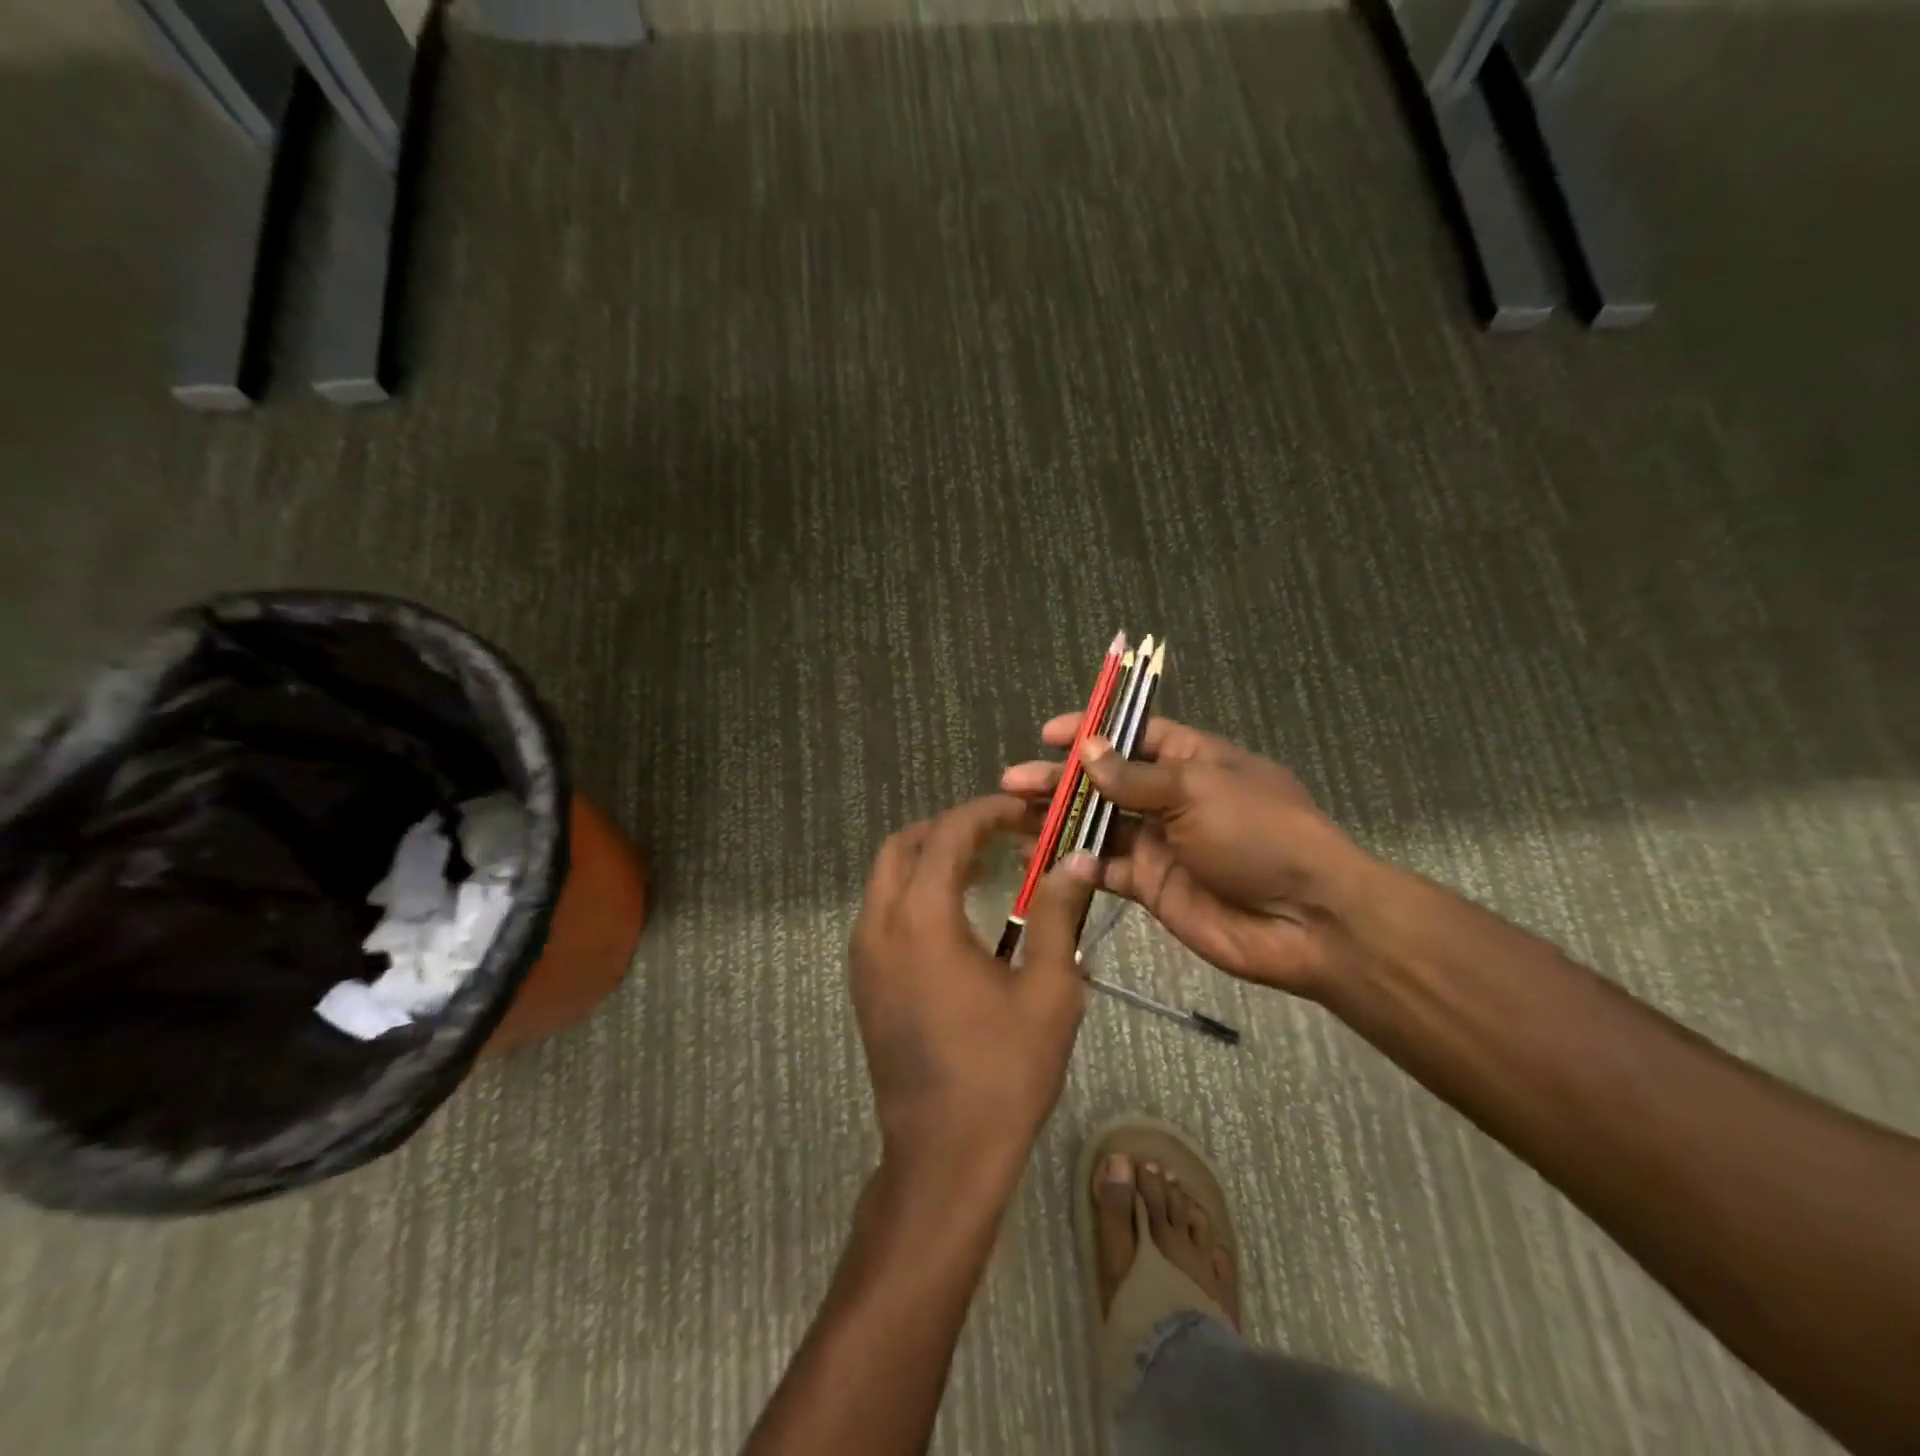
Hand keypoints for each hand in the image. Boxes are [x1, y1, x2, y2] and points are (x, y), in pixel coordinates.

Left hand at [850, 795, 1095, 1192]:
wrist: (943, 1156)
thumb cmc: (1003, 1073)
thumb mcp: (1049, 991)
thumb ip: (1058, 915)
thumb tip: (1076, 862)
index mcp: (922, 918)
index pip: (948, 834)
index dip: (987, 813)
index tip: (1024, 814)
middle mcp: (879, 924)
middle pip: (904, 845)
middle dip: (951, 829)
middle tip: (1002, 837)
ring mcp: (863, 954)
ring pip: (886, 877)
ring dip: (930, 859)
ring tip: (984, 869)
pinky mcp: (863, 980)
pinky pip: (883, 911)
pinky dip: (914, 892)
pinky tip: (957, 916)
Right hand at [1001, 717, 1386, 998]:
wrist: (1305, 920)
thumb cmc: (1258, 834)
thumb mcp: (1197, 789)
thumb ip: (1135, 777)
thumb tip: (1087, 749)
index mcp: (1191, 759)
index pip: (1132, 734)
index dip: (1091, 731)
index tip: (1048, 735)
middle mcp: (1170, 797)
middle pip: (1104, 781)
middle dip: (1060, 780)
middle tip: (1012, 783)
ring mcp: (1158, 843)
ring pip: (1096, 825)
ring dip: (1057, 821)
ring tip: (1012, 819)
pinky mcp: (1150, 886)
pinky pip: (1104, 869)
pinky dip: (1074, 863)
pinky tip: (1040, 860)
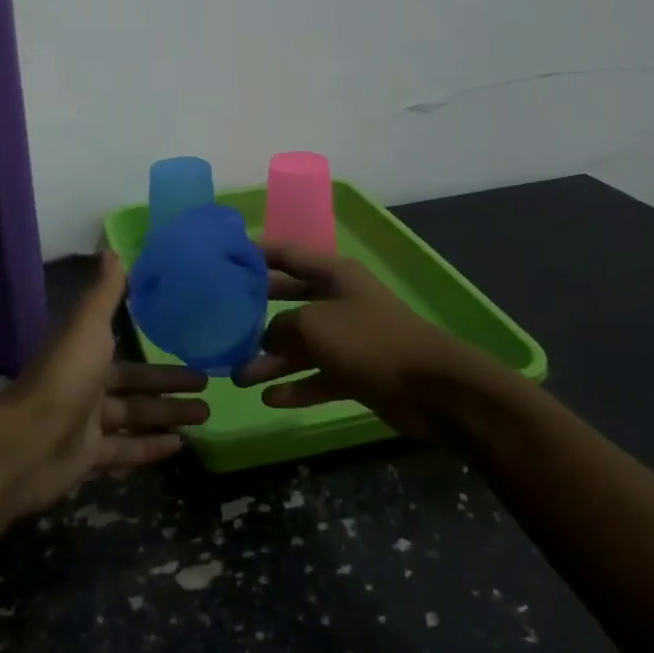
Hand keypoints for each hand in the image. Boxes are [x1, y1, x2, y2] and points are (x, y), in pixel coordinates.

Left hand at [0, 251, 210, 515]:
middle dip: (171, 386)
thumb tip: (113, 249)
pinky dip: (150, 448)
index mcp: (85, 354)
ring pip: (135, 417)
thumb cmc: (65, 377)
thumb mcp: (89, 326)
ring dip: (168, 416)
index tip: (190, 346)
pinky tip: (179, 446)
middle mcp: (86, 386)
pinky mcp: (88, 457)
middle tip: (209, 385)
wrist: (27, 443)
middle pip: (136, 387)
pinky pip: (125, 450)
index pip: (128, 353)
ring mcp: (86, 424)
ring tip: (206, 416)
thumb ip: (105, 293)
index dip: (157, 352)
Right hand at [234, 243, 476, 441]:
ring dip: (271, 360)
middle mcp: (339, 301)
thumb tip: (266, 338)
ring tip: (238, 377)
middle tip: (222, 322)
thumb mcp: (313, 325)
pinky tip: (269, 399)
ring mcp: (348, 338)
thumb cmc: (368, 340)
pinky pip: (318, 376)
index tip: (224, 257)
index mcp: (333, 275)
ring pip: (301, 345)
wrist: (431, 387)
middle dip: (257, 313)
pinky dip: (296, 386)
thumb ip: (281, 327)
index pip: (287, 255)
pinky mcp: (356, 372)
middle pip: (289, 301)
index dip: (257, 253)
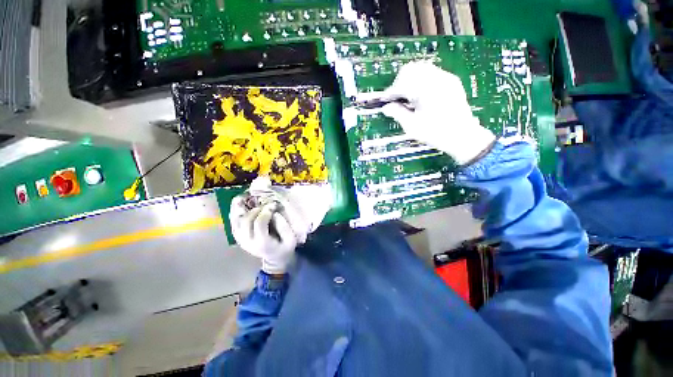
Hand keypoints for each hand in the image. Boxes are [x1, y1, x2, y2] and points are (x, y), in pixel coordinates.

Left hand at [229, 199, 298, 274]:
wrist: (275, 258)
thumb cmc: (284, 247)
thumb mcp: (291, 239)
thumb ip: (284, 226)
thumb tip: (274, 213)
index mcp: (262, 243)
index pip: (259, 224)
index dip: (265, 212)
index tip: (273, 205)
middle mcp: (248, 241)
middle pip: (246, 221)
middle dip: (255, 209)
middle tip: (264, 202)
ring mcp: (241, 239)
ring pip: (236, 221)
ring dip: (239, 208)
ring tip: (244, 196)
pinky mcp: (238, 236)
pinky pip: (234, 222)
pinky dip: (235, 212)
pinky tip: (238, 203)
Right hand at [358, 61, 495, 164]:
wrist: (463, 136)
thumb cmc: (436, 133)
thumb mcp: (412, 126)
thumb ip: (397, 113)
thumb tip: (386, 107)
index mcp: (426, 89)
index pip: (402, 82)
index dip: (391, 92)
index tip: (385, 101)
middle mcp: (437, 78)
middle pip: (411, 69)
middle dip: (400, 83)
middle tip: (396, 99)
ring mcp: (445, 78)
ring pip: (421, 68)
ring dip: (410, 80)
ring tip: (408, 97)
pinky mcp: (451, 81)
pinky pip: (431, 73)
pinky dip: (421, 81)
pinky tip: (420, 96)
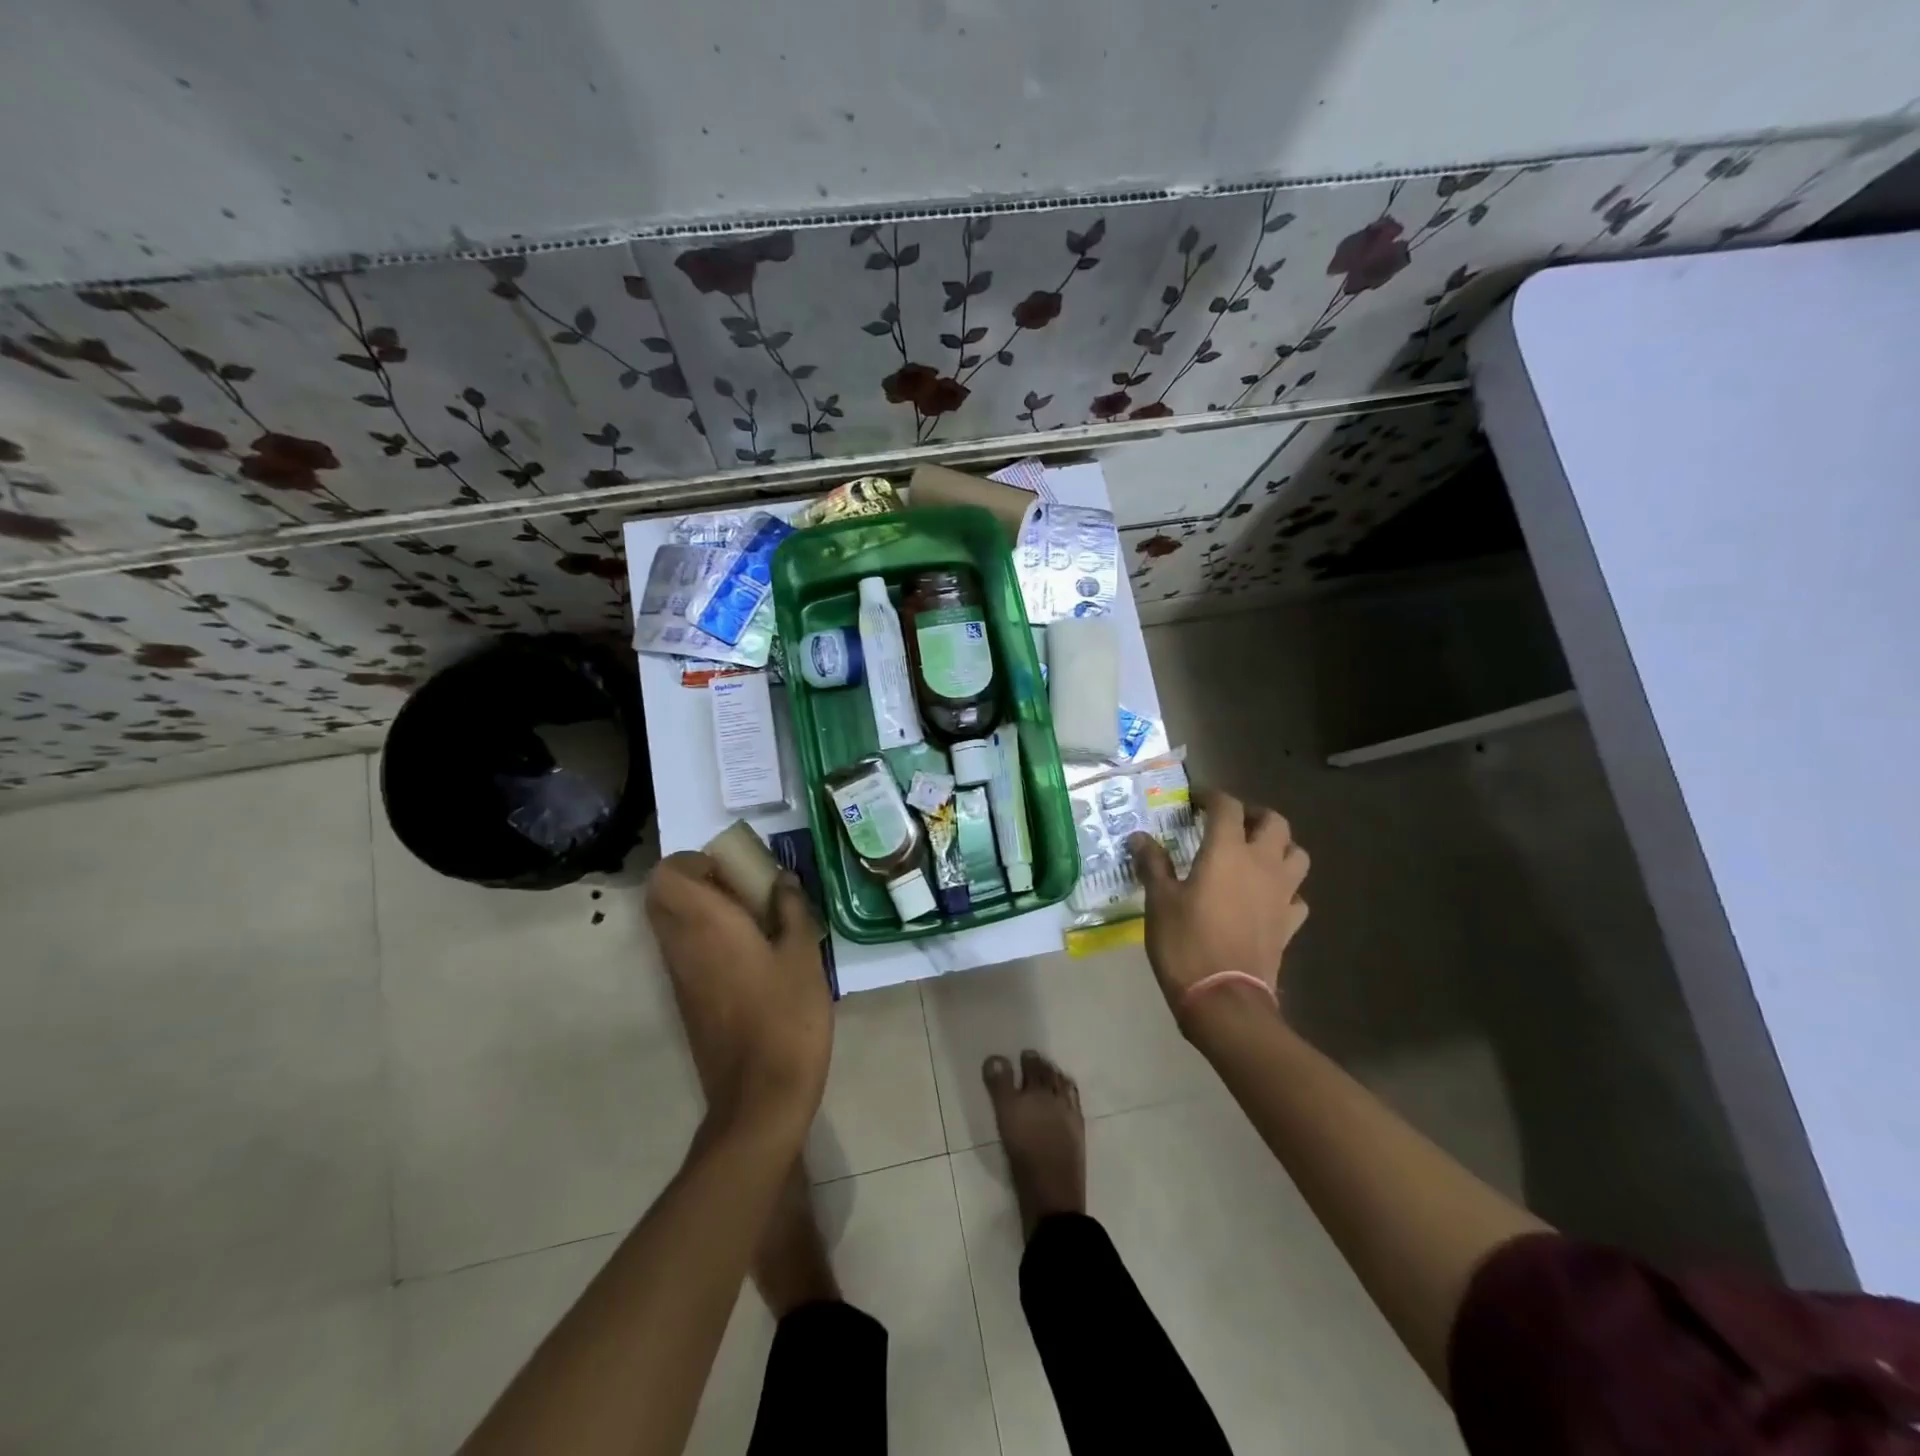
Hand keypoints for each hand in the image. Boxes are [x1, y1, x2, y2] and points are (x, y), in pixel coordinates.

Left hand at [645, 851, 831, 1136]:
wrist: (760, 1095)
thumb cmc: (786, 1016)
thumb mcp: (803, 954)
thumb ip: (791, 909)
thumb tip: (781, 880)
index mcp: (705, 924)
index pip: (668, 874)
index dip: (696, 862)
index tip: (736, 870)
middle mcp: (681, 945)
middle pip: (664, 896)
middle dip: (700, 882)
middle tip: (746, 890)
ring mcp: (680, 977)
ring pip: (674, 925)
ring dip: (705, 911)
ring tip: (757, 921)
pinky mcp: (687, 1001)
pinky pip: (687, 952)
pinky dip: (709, 939)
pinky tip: (754, 956)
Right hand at [1129, 791, 1309, 1028]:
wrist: (1224, 999)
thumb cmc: (1185, 942)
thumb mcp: (1159, 901)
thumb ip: (1152, 864)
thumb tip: (1139, 837)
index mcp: (1227, 851)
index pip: (1227, 806)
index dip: (1211, 796)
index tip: (1194, 801)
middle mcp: (1261, 864)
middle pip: (1274, 822)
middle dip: (1253, 815)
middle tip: (1230, 824)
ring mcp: (1281, 894)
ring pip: (1296, 855)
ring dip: (1279, 847)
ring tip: (1255, 855)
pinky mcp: (1289, 924)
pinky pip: (1297, 896)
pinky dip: (1285, 890)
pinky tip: (1266, 898)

Work required
Every line from the first line of the entries above through the line with "thumb cmc: (65, 377)" must be repeated exactly, and pictures must not be.

Solved exercise
Hand keypoints for each hand in the image. Boxes are [x1, y1, x2, y2] and points are (x, y), in pixel coordinates.

Left hand at [850, 795, 1095, 1192]:
wrist: (943, 1156)
thumb cmc: (1003, 1073)
thumb mcp: (1049, 991)
thumb ip: (1058, 915)
thumb tip: (1076, 862)
index mcp: (922, 918)
index pip: (948, 834)
index dip: (987, 813)
index tip: (1024, 814)
middle mcp: (879, 924)
middle pip: (904, 845)
middle dip: (951, 829)
middle tip: (1002, 837)
ring mcp: (863, 954)
ring pip: (886, 877)
ring dip: (930, 859)
ring tip: (984, 869)
pinky mcp: (863, 980)
pinky pip: (883, 911)
pinky dip: (914, 892)
pinky tip: (957, 916)
Right hand at [1001, 717, 1386, 998]:
wrist: (1305, 920)
thumb cmc: (1258, 834)
thumb mcp: (1197, 789)
thumb ip: (1135, 777)
thumb tip: (1087, 749)
index mcp: (1191, 759)
index pip: (1132, 734)
index dip: (1091, 731)
index tip: (1048, 735)
middle mcp: (1170, 797)
middle pip: (1104, 781)
middle dip: (1060, 780)
middle tip: (1012, 783)
ring mcp: (1158, 843)
ring pip: (1096, 825)
ring dip: (1057, 821)
ring tip: (1012, 819)
pinky mcp: (1150, 886)
pinky pip: (1104, 869)
pinky dip: (1074, 863)
pinky tip: (1040, 860)
Hand keypoints for each hand in the image. Boxes are [x1, y1, x2, y2] and points are (x, y), in pixel coordinates.

Left hand at [0, 251, 210, 515]:
middle dip: (171, 386)
thumb tip: (113, 249)
pinky dip: (150, 448)
index mcp: (85, 354)
ring pip: (135, 417)
thumb cmc: (65, 377)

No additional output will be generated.